U.S. Secretary of State Colin Powell told a news conference in Washington yesterday that Iraq clearly remains in what he called "material breach" of its disarmament obligations. That term is seen as part of the legal justification for mounting a military attack against Iraq. Powell said Iraq's new breach would not unleash military action, but he added that patience is running out. "There is no question that Iraq continues its pattern of non-cooperation, its pattern of deception, its pattern of dissembling, its pattern of lying. And if that is going to be the way they [the Iraqi government] continue through the weeks ahead, then we're not going to find a peaceful solution to this problem."

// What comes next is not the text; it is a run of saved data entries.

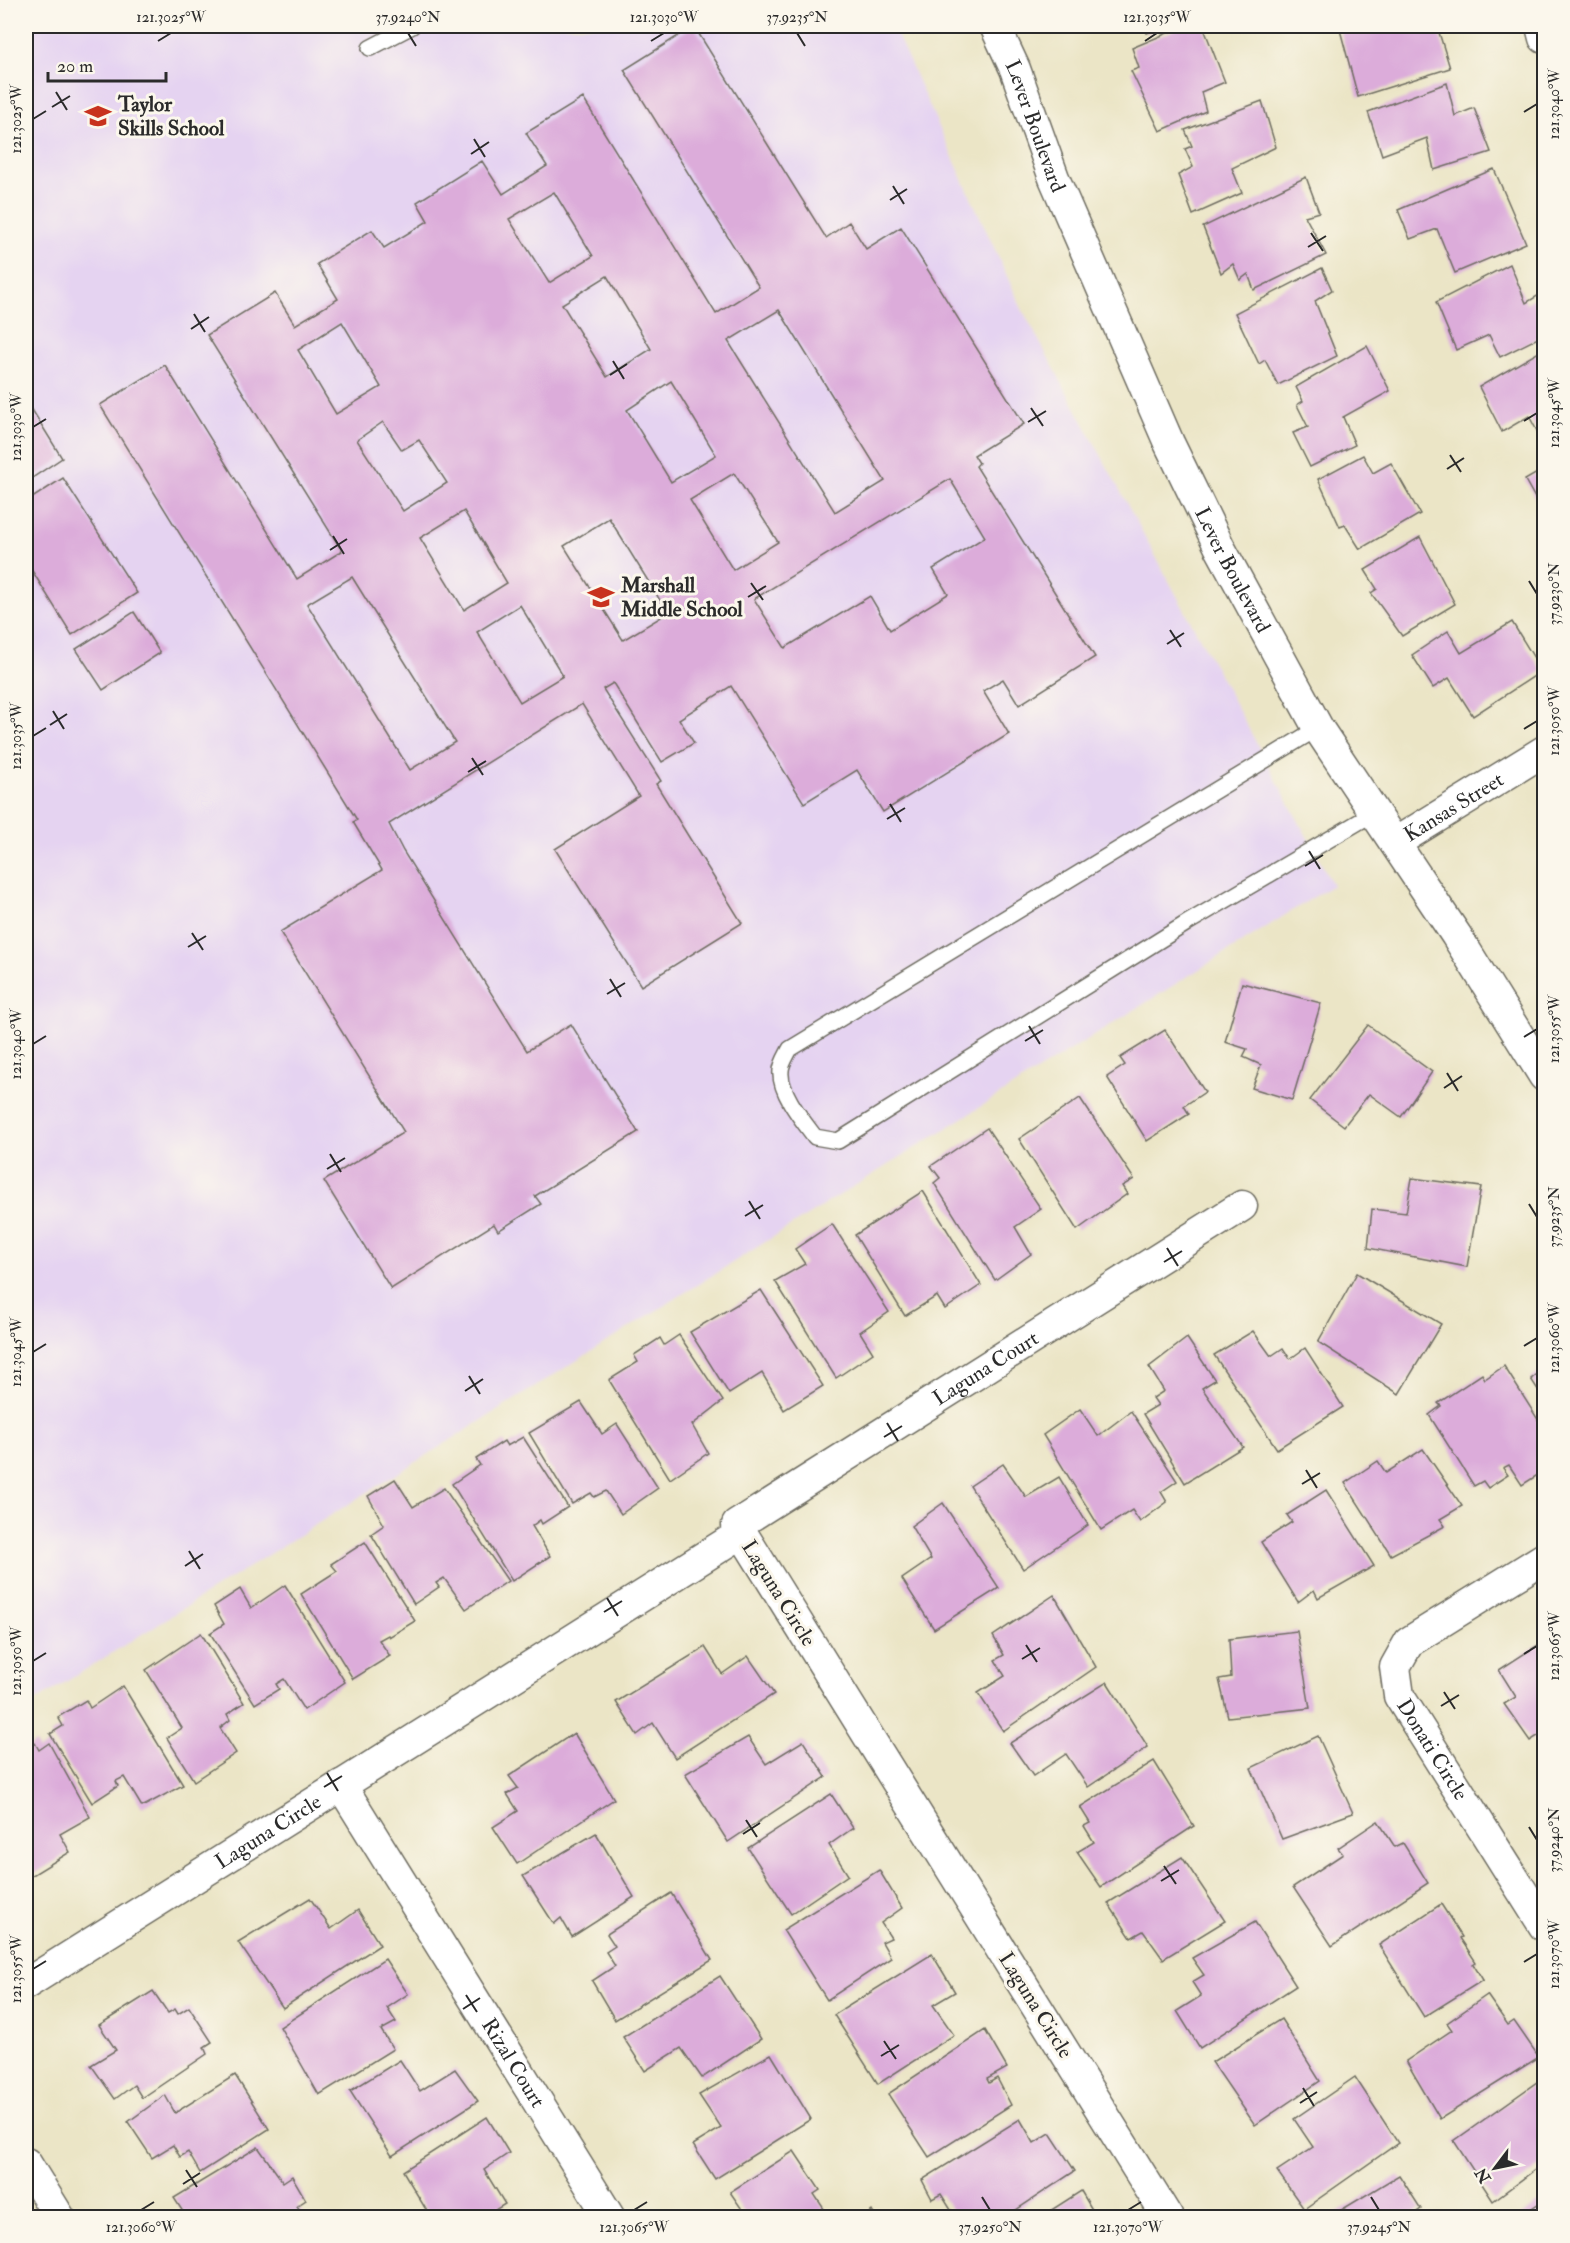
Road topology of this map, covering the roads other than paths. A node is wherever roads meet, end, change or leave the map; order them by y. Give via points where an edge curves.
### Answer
1 (412, 26) edge
2 (995, 26) edge
3 (1541, 26) edge
4 (1545, 38) edge
5 (370, 48) dead end
6 (1318, 728) junction
7 (1545, 751) edge
8 (1374, 813) junction
9 (1395, 843) junction
10 (1545, 1076) edge
11 (1242, 1206) dead end
12 (742, 1533) junction
13 (1545, 1558) edge
14 (341, 1785) junction
15 (1545, 1926) edge
16 (26, 1984) edge
17 (26, 2163) edge
18 (60, 2217) edge
19 (610, 2217) edge
20 (1168, 2217) edge

1 - 5 lane
2 - 6 street, Lever Boulevard via 1015,69 1054,178 1169,443 1220,548
3 - 4 street
6 - 8 street, Lever Boulevard
6 - 8 lane via 790,1049 781,1071 785,1092 804,1122 815,1137 838,1141 1187,923
7 - 9 street, Kansas Street
8 - 9 street, Lever Boulevard
9 - 10 street, Lever Boulevard
11 - 12 street, Laguna Court via 737,1524
12 - 14 street, Laguna Circle
12 - 20 street, Laguna Circle
13 - 15 street, Donati Circle via 1409,1642 1395,1668 1399,1696
14 - 16 street, Laguna Circle
14 - 19 street, Rizal Court
17 - 18 street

The French and Russian ambassadors to the UN stressed that Iraq's disarmament of its weapons of mass destruction must be verified through UN inspectors. But France's ambassador, Jean-Marc de La Sabliere, joined the criticism of the Iraqi declaration. "It doesn't lift the doubts about the possible continuation by Iraq of prohibited activities since December 1998 when the inspectors left the country. There are still question marks."

Russian Ambassador Sergei Lavrov told reporters Russia is still skeptical about the charges that Iraq is developing weapons of mass destruction. "We have been hearing allegations that Iraq does continue its [weapons-of-mass-destruction] programs. We have heard it many times, but we never saw any evidence that this is the case. We don't know whether this is true or not, and we want this to be verified by professionals -- by UNMOVIC and IAEA."

A key task now for the inspectors is conducting interviews with current or former Iraqi weapons experts. Iraq says it will provide the names of such experts -- as required by the Security Council's latest resolution -- by the end of this month.

Blix has been under pressure from U.S. officials to begin the process of interviewing these experts, outside the country, if necessary. Blix has been uncomfortable with the prospect of taking Iraqi scientists outside of the country, saying previously he does not run a "defection agency." He told the Security Council yesterday that practical arrangements for taking the experts outside the country would have to be carefully examined.